═════ DATASET EXCERPTS ═════
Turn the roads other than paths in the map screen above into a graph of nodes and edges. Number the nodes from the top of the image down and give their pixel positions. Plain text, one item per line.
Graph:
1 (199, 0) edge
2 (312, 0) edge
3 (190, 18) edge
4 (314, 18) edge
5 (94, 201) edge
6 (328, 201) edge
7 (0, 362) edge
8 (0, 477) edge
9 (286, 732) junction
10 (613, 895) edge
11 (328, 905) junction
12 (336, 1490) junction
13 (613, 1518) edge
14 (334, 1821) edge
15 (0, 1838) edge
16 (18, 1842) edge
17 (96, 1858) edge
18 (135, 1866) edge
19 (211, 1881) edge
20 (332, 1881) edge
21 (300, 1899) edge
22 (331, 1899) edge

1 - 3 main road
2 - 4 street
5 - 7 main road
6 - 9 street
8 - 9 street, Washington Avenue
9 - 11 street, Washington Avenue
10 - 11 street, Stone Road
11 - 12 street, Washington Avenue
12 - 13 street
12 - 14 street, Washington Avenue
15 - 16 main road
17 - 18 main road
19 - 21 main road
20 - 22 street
═════
Please give the entries above again in full, exactly as written.

- _RESULT FOR THIS TASK_:
Turn the roads other than paths in the map screen above into a graph of nodes and edges. Number the nodes from the top of the image down and give their pixel positions. Plain text, one item per line.
Graph:
1 (199, 0) edge
2 (312, 0) edge
3 (190, 18) edge
4 (314, 18) edge
5 (94, 201) edge
6 (328, 201) edge
7 (0, 362) edge
8 (0, 477) edge
9 (286, 732) junction
10 (613, 895) edge
11 (328, 905) junction
12 (336, 1490) junction
13 (613, 1518) edge
14 (334, 1821) edge
15 (0, 1838) edge
16 (18, 1842) edge
17 (96, 1858) edge
18 (135, 1866) edge
19 (211, 1881) edge
20 (332, 1881) edge
21 (300, 1899) edge
22 (331, 1899) edge

1 - 3 main road
2 - 4 street
5 - 7 main road
6 - 9 street
8 - 9 street, Washington Avenue
9 - 11 street, Washington Avenue
10 - 11 street, Stone Road
11 - 12 street, Washington Avenue
12 - 13 street
12 - 14 street, Washington Avenue
15 - 16 main road
17 - 18 main road
19 - 21 main road
20 - 22 street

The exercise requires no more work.